The night most Americans have to Spring Forward and turn their clocks up by an hour is always my least favorite night of the year. But some of tennis's top stars might be losing sleep for reasons that have nothing to do with the time change.

Surprisingly with two full rounds, and a bit more, completed for the ladies, there have been relatively few meltdowns. The top six seeds have all stayed in contention without losing a set, and though Australian Open finalist Na Li lost her opener in three, it was to a solid Shuai Peng who's pulled off quite a few upsets in the last few months.

But the one woman who might be left shaking her head today is Svetlana Kuznetsova. Clearly one of the most aggressive players on Tour, we know what she's capable of when playing at her best -- she took out Sam Stosur in Sydney and earned a stunning win over Justine Henin in Melbourne. But we also know just how spotty she can be: after blowing through three higher-ranked players in Dubai she withered before Caroline Wozniacki in the finals and dropped her very next match to Shahar Peer in Doha.

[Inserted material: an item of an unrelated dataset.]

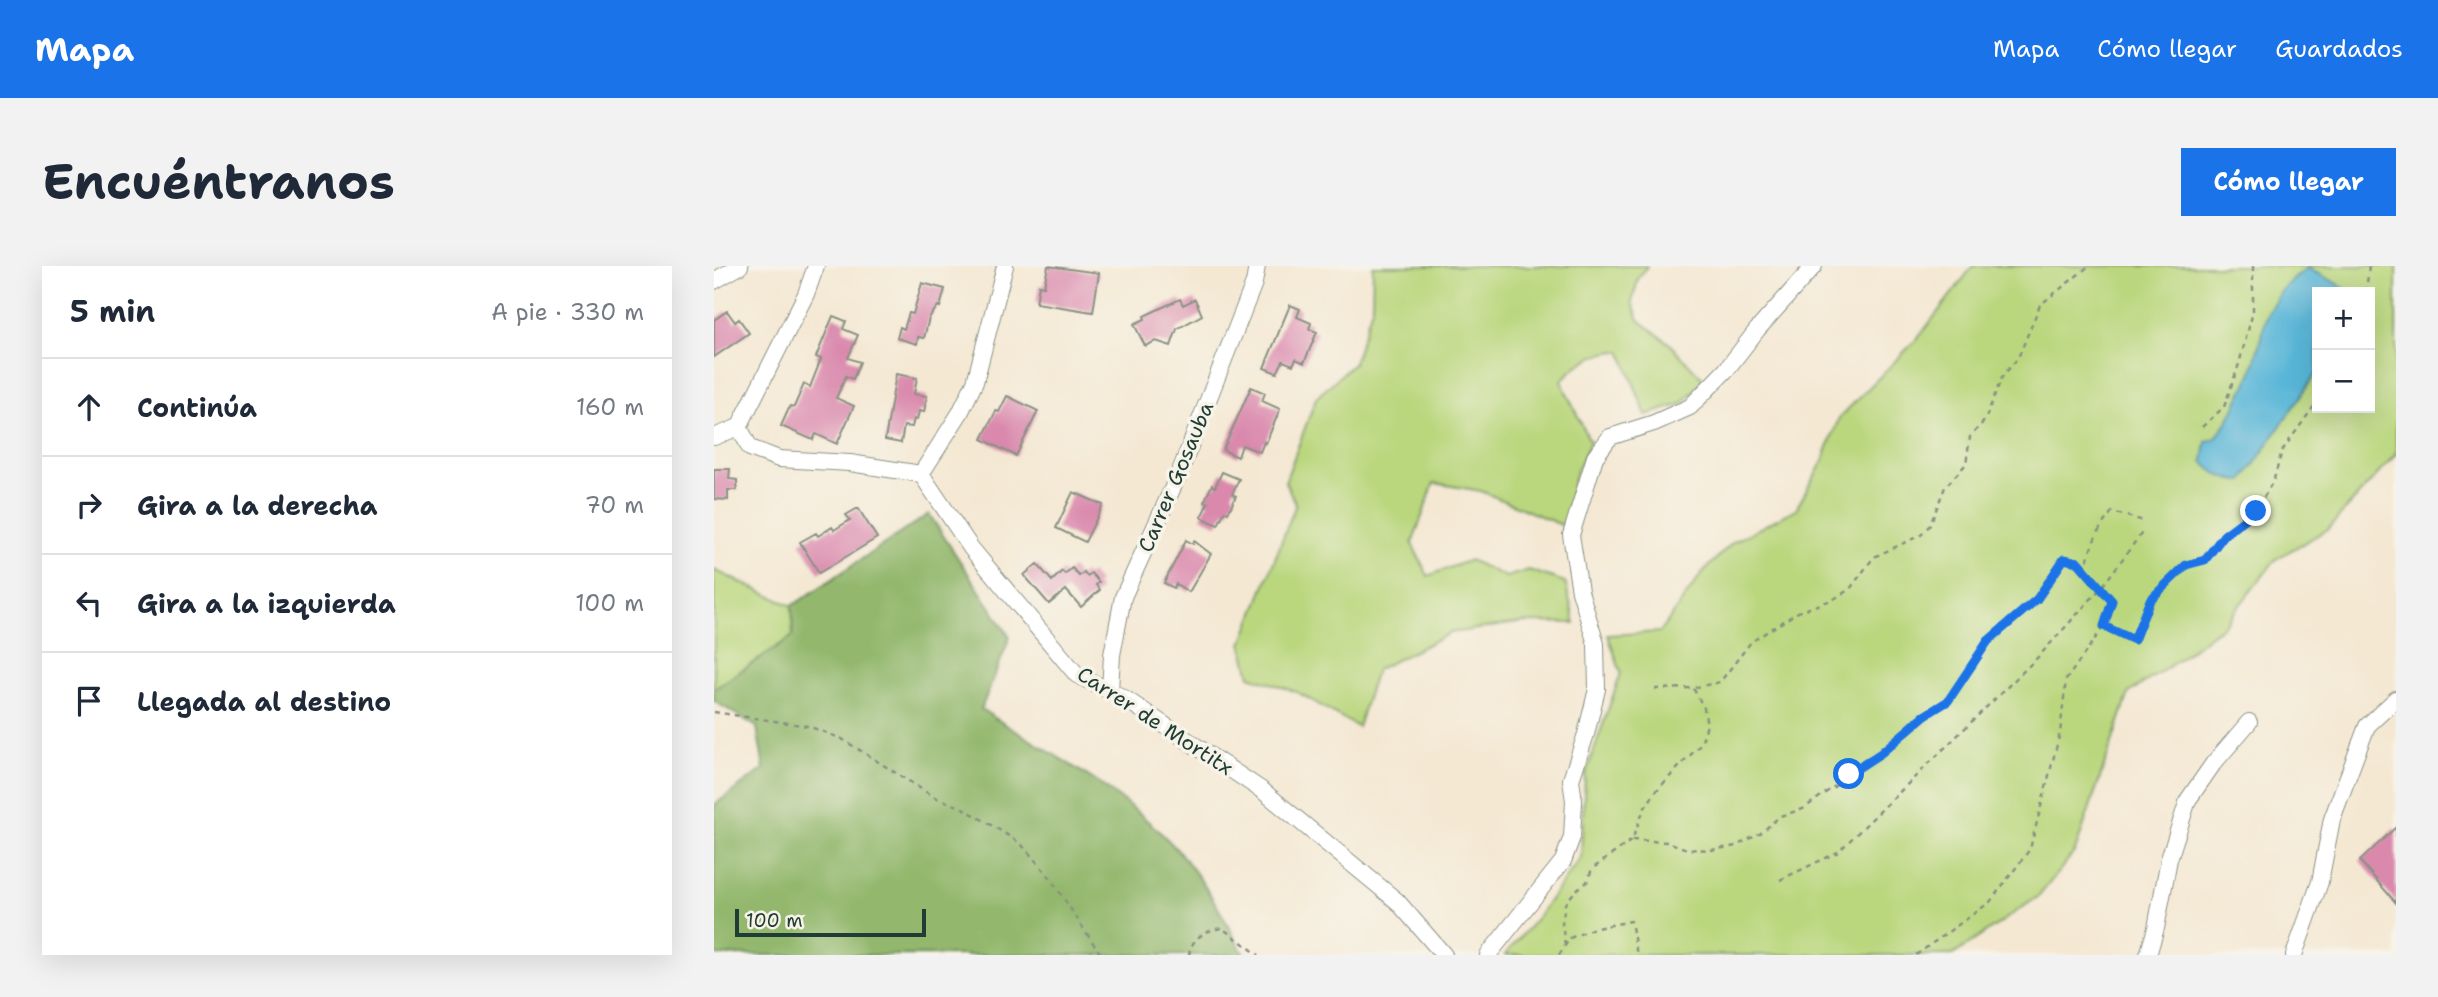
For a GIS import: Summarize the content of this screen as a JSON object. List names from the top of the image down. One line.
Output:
{"streets":{"street":["Carrer Gosauba","Carrer de Mortitx"]},"crossings":[["Carrer Gosauba","Carrer de Mortitx"]],"scale_bar":"100 m","page":{"header":"Mapa","nav":["Mapa","Cómo llegar","Guardados"],"buttons":"Cómo llegar","title":"Encuéntranos","heading":["5 min","A pie · 330 m"],"map_buttons":["+","−"],"list":[["Continúa","160 m"],["Gira a la derecha","70 m"],["Gira a la izquierda","100 m"],"Llegada al destino"],"scale":"100 m"}}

Facing young wildcard Christina McHale in her opener in Indian Wells, you might not think the Russian would have much trouble. But the two-time finalist here has lost in the second round the last two years and was about to suffer the same fate in 2011. Having earned the first break of the match, she quickly gave it back and was pushed to a tiebreak, where McHale took advantage. They traded serves throughout the second set and Kuznetsova ran out ahead in that breaker, but after nearly two and a half hours, it was the eighteen-year-old from New Jersey who scored her first outright win over a top twenty player.

So what's next for Kuznetsova? She'll certainly have to regroup before heading down to Miami -- she won the title in 2006 and made the semis two of the last three times she's played there, so there's a lot at stake for her. She'll have to find the power that's kept her at the top of this game for so long and bring it with the consistency needed to produce back-to-back wins. If she doesn't, it could be a long plane ride home before the clay court season.

On the men's side there have been plenty of stunning losses. David Ferrer swallowed a loss at the hands of big-serving Ivo Karlovic, but with titles in Auckland and Acapulco already this year, I'm not too worried about him. Marcos Baghdatis also suffered defeat, though while continuing to recover from injury, to developing talent Somdev Devvarma, while last year's surprise champion Ivan Ljubicic dropped a tough three setter to Juan Martin Del Potro, who is by no means a slouch.

But it's probably Andy Murray who should be most bothered by his performance in the desert. A finalist here just two years ago, the world #5 hadn't won a match since his disappointing showing in the Melbourne finals -- not much different from his follow-up performance last year.

Still, no one expected him to struggle against world #143 Donald Young. Once touted as the next big thing in American tennis, the twenty-one year old from Chicago has only played a handful of Tour matches over the past year. But he was in control against Murray, only the fourth top ten player he's faced. Though neither served particularly well, Young stayed strong in a first set tiebreak and rebounded after losing a break lead in the second. With Murray serving to stay in the match, Donald stayed aggressive, drew himself a lead and converted his match point, earning by far the biggest win in his nascent career.

It's clearly not a result that the Scot will look fondly upon. For a guy hailed as the next great threat to break the Roger/Rafa stranglehold on the Grand Slams, it doesn't look good to accumulate one loss after another. He'll have to find a way to get back on a winning streak in Miami -- after his opening round loss there last year it's imperative he turn around his luck soon.

Now I'm not saying hope is lost for any of these players -- they've all been around the top tiers of the sport for years, but their recent performances sure remind all their potential opponents that they're not invincible, and they might need to spend some time and effort figuring out what's missing from their game.

Just maybe not tonight -- tonight they should catch up on their sleep.

1 comment:

Kavitha said...

Let's add Robin Soderling to this list -- the 4th seed dropped in straight sets to Philipp Kohlschreiber. And I suppose Vera Zvonareva, though a loss to Cibulkova these days is nothing to be sad about.